| The data |
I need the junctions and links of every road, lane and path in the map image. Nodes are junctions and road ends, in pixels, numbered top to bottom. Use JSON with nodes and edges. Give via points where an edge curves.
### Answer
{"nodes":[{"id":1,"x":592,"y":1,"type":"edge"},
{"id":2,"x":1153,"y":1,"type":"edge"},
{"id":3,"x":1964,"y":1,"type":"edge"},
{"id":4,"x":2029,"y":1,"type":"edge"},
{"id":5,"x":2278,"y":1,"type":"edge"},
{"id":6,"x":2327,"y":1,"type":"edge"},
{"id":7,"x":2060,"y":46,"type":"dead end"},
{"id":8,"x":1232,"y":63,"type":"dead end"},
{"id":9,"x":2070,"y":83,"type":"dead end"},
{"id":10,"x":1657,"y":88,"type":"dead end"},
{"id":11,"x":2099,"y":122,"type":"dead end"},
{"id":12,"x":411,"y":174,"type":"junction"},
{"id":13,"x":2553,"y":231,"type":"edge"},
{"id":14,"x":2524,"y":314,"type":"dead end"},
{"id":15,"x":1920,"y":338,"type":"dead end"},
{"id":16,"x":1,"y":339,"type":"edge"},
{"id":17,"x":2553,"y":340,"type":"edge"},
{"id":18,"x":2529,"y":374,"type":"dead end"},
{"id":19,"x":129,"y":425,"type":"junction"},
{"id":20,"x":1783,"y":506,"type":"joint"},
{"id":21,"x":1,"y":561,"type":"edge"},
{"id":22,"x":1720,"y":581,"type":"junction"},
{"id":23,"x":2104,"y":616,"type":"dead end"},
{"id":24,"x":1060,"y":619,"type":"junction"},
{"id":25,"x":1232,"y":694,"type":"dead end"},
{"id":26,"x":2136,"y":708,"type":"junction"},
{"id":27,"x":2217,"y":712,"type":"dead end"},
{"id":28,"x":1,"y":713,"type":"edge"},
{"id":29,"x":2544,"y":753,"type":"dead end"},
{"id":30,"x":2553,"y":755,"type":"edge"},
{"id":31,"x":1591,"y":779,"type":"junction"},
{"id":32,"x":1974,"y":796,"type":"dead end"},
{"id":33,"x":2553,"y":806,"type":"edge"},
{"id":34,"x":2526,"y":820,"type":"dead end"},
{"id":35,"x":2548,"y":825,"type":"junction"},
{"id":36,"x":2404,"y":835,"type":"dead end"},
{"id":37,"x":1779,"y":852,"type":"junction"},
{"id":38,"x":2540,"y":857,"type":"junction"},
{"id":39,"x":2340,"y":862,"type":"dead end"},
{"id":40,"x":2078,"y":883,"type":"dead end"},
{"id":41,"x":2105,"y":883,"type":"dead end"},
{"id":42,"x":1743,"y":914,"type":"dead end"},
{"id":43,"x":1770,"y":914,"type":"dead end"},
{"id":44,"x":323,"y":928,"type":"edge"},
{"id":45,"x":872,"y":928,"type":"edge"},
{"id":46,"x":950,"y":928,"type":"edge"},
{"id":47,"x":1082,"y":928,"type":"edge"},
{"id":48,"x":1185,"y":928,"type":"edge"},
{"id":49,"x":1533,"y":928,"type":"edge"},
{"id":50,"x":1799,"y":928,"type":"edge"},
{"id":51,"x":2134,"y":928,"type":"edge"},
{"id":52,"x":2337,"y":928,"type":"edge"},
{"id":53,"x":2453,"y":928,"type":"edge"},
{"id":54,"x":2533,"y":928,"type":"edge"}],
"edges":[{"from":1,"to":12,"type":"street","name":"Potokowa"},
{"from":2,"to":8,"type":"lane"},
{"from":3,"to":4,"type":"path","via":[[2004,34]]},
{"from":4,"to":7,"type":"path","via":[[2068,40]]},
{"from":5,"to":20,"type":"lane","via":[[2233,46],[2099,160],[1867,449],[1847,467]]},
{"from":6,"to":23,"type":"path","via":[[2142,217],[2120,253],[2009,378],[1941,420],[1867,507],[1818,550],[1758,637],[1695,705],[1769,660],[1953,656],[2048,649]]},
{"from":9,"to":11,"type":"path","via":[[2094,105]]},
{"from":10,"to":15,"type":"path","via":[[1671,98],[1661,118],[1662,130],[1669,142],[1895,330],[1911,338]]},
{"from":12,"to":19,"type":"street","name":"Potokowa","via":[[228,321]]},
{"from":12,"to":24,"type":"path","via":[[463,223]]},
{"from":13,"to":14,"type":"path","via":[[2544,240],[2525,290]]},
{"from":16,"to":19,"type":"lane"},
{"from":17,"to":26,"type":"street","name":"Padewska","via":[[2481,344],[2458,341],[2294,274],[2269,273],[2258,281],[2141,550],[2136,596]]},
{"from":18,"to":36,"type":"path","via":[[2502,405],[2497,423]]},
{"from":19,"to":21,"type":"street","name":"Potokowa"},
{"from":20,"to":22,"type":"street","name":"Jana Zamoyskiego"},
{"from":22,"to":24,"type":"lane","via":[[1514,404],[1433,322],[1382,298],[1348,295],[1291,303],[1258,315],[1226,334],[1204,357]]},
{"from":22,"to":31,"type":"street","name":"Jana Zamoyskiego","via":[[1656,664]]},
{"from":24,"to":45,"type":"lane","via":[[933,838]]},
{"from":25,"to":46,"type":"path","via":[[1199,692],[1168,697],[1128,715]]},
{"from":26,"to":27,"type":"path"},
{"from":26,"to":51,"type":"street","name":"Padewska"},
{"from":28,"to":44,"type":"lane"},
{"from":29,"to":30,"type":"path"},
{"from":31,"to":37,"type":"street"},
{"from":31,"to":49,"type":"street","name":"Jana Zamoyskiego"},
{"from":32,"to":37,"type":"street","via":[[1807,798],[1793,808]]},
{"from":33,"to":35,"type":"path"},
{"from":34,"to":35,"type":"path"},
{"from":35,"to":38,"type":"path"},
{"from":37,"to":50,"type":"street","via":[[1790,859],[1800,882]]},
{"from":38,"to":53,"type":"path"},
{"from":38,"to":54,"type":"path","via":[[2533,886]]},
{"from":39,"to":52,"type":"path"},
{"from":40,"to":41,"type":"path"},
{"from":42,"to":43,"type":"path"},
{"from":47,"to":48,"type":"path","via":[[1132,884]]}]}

| Instructions to follow |
Among the lines of the data, which ones contain the word "Potokowa"? Show them.

| Reply to the exercise |
"edges":[{"from":1,"to":12,"type":"street","name":"Potokowa"},
{"from":12,"to":19,"type":"street","name":"Potokowa","via":[[228,321]]},
{"from":19,"to":21,"type":"street","name":"Potokowa"},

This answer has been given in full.